── Extracted data

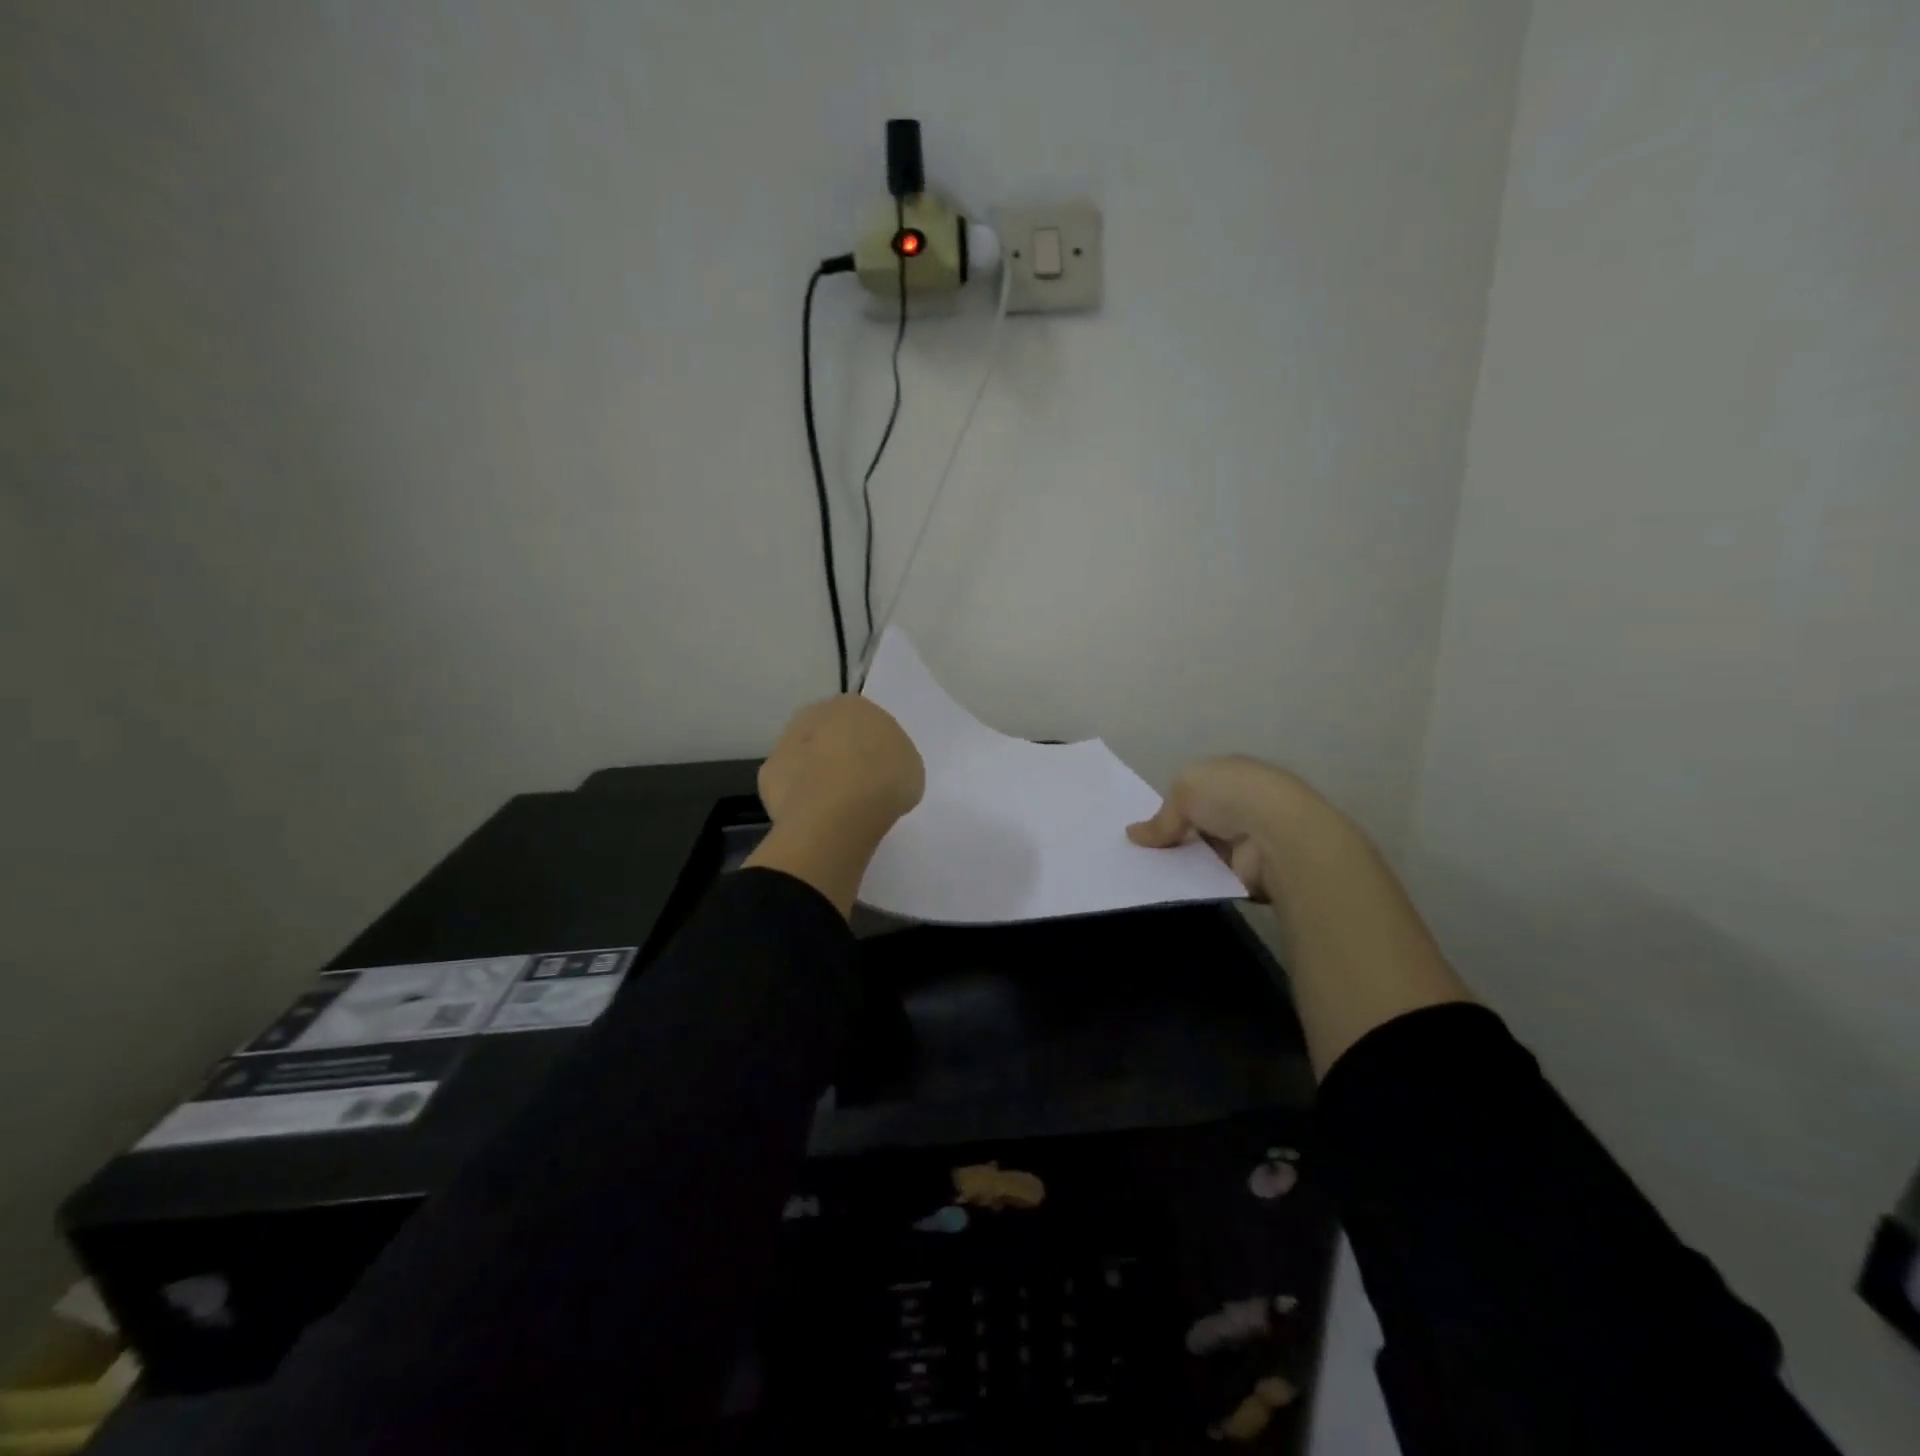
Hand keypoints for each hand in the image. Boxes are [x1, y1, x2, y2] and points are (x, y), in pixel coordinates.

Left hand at [746, 697, 923, 916]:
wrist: (839, 808)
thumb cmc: (885, 778)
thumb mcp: (909, 767)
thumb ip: (891, 760)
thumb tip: (877, 771)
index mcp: (855, 705)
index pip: (862, 720)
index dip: (869, 746)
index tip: (877, 770)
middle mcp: (817, 713)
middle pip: (828, 733)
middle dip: (837, 754)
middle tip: (855, 786)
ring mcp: (787, 741)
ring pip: (805, 757)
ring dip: (815, 775)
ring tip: (835, 807)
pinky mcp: (768, 773)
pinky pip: (789, 786)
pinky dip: (798, 799)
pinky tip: (813, 817)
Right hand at [1127, 756, 1320, 900]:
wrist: (1278, 834)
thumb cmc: (1231, 796)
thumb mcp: (1184, 790)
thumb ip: (1161, 817)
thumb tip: (1133, 835)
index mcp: (1231, 775)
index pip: (1197, 790)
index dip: (1173, 805)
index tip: (1147, 826)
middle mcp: (1242, 805)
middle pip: (1199, 823)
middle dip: (1175, 836)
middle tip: (1139, 853)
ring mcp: (1250, 840)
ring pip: (1204, 852)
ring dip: (1184, 861)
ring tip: (1145, 874)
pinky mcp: (1251, 873)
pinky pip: (1213, 877)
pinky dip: (1196, 882)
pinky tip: (1169, 888)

────

Assignment: A faithful, word-for-word version of the records above is needed, with no images in it.

Task solution:
Hand keypoints for each hand in the image. Boxes are [x1, y1, x2, y2] and points are (x, y), in pixel coordinates.

Left hand at [746, 697, 923, 916]:
wrist: (839, 808)
thumb cmc: (885, 778)
thumb mcp: (909, 767)
thumb ip: (891, 760)
thumb tip: (877, 771)
index mcp: (855, 705)
index pip: (862, 720)
index dip: (869, 746)
index tip: (877, 770)
middle mcp: (817, 713)
middle pip: (828, 733)
middle dip: (837, 754)
middle tip: (855, 786)
ring mcp: (787, 741)
ring pip: (805, 757)
ring dip: (815, 775)
ring tip: (835, 807)
pinky mcp: (768, 773)
pinky pip: (789, 786)
pinky dip: (798, 799)
pinky tip: (813, 817)
Right hand at [1127, 756, 1320, 900]:
wrist: (1278, 834)
thumb cmc: (1231, 796)
thumb mcp: (1184, 790)
thumb ip: (1161, 817)
thumb tip: (1133, 835)
index mcp: (1231, 775)
index pip: (1197, 790)
index dip: (1173, 805)
index tip: (1147, 826)
middle mcp: (1242, 805)
middle pip: (1199, 823)
middle dip: (1175, 836)
middle tip: (1139, 853)
ring mcp: (1250, 840)
ring pip: (1204, 852)
ring dip: (1184, 861)
ring tip: (1145, 874)
pinky mcp: (1251, 873)
pinky pip: (1213, 877)
pinky dip: (1196, 882)
pinky tip: (1169, 888)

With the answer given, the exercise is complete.